It is too soon to write off GlaxoSmithKline’s Avandia for type-2 diabetes, according to a new report by two US cardiologists.

Avandia (rosiglitazone) came under fire after an article published online by the New England Journal of Medicine in May suggested the drug significantly increased users’ risk of serious heart disease. The NEJM study was a large meta-analysis of 42 clinical trials involving 27,847 patients receiving Avandia.

But according to Dr George Diamond and Dr Sanjay Kaul of the Cedars-Sinai Medical Center in Los Angeles, re-analysis of the data suggests that the earlier methodology may have exaggerated the risk posed by the drug. The cardiologists claim that an alternative method of checking the drug’s safety found no statistically significant increase in the risk of heart attack or cardiovascular death.

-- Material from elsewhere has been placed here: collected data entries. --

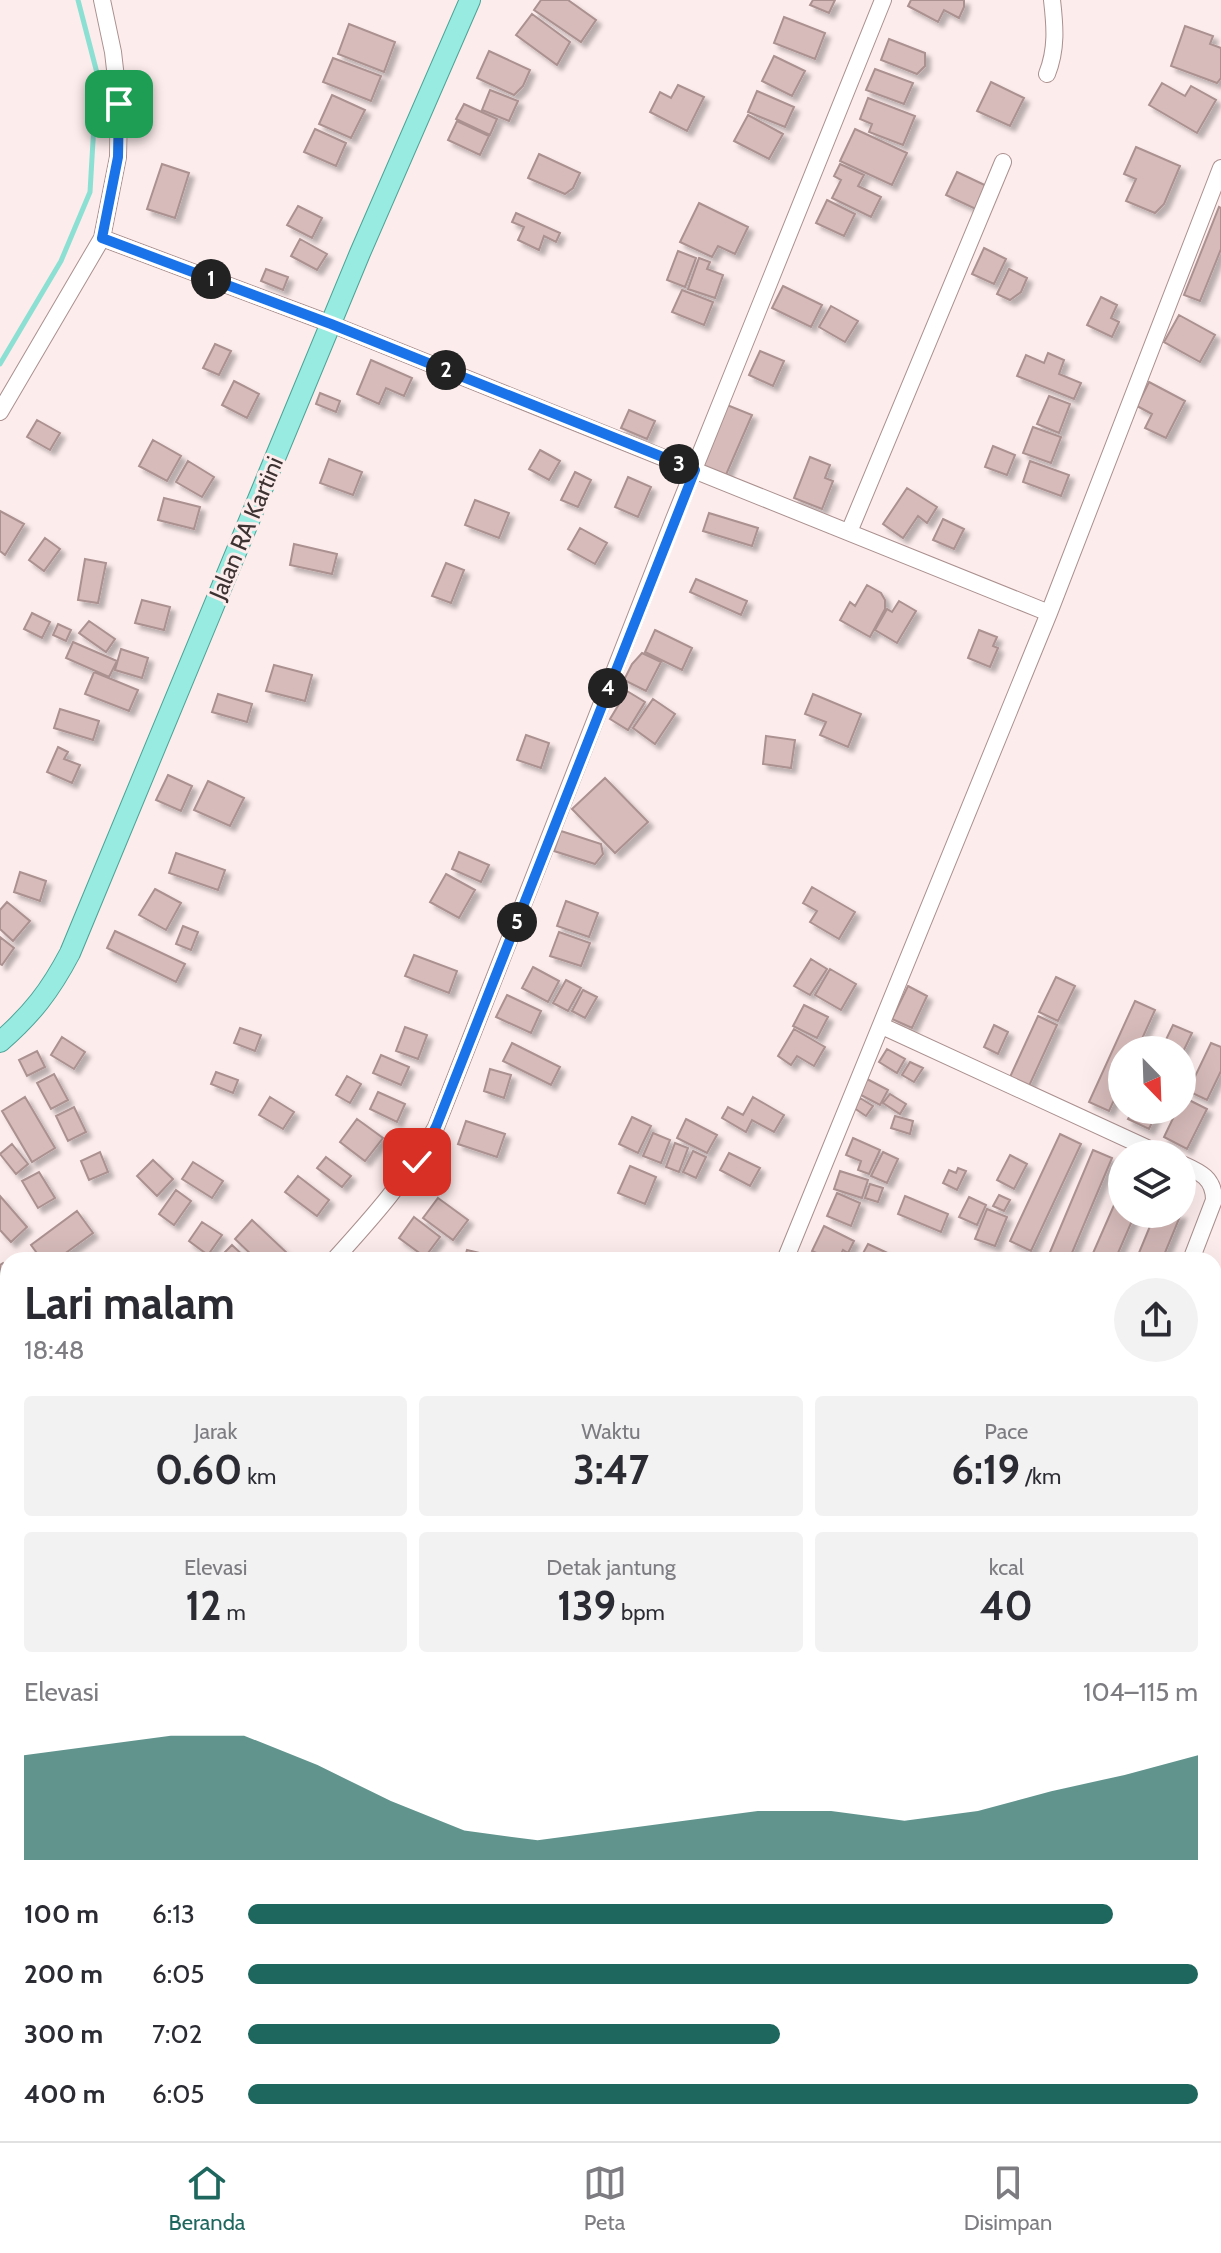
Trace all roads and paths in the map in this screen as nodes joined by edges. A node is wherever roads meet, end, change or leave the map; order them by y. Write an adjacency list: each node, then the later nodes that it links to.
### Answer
1 (102, 0): 8 (street)
2 (469, 0): 9 (main road, Jalan RA Kartini)
3 (883, 0): 11 (street)
4 (1052, 0): 5 (street)
5 (1047, 74)
6 (1003, 162): 12 (street)
7 (1221, 168): 13 (street)
8 (102, 238): 9 (street); 10 (street)
9 (331, 324): 11 (street); 15 (main road, Jalan RA Kartini)
10 (0, 412)
11 (695, 470): 12 (street); 18 (street)
12 (849, 532): 13 (street)
13 (1049, 613): 14 (street)
14 (882, 1026): 16 (street); 19 (street)
15 (0, 1042)
16 (1130, 1140)
17 (1196, 1171): 20 (street)
18 (341, 1252)
19 (788, 1252)
20 (1194, 1252)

The original study used data from wide-ranging clinical trials that were not necessarily designed to track heart attacks and cardiovascular death. In addition, most of the trials did not report occurrence of any heart attack or cardiovascular death. In this type of "sparse data" situation, it is claimed that the statistical model employed by the NEJM researchers may have over-estimated the risk. When the "corrected" data were recomputed using a different model, risk estimates were found to be lower.

"Although the risks were still elevated, they were no longer statistically significant. There was greater uncertainty about the risk associated with Avandia than was originally reported, with neither increased nor decreased risk established conclusively," the authors say.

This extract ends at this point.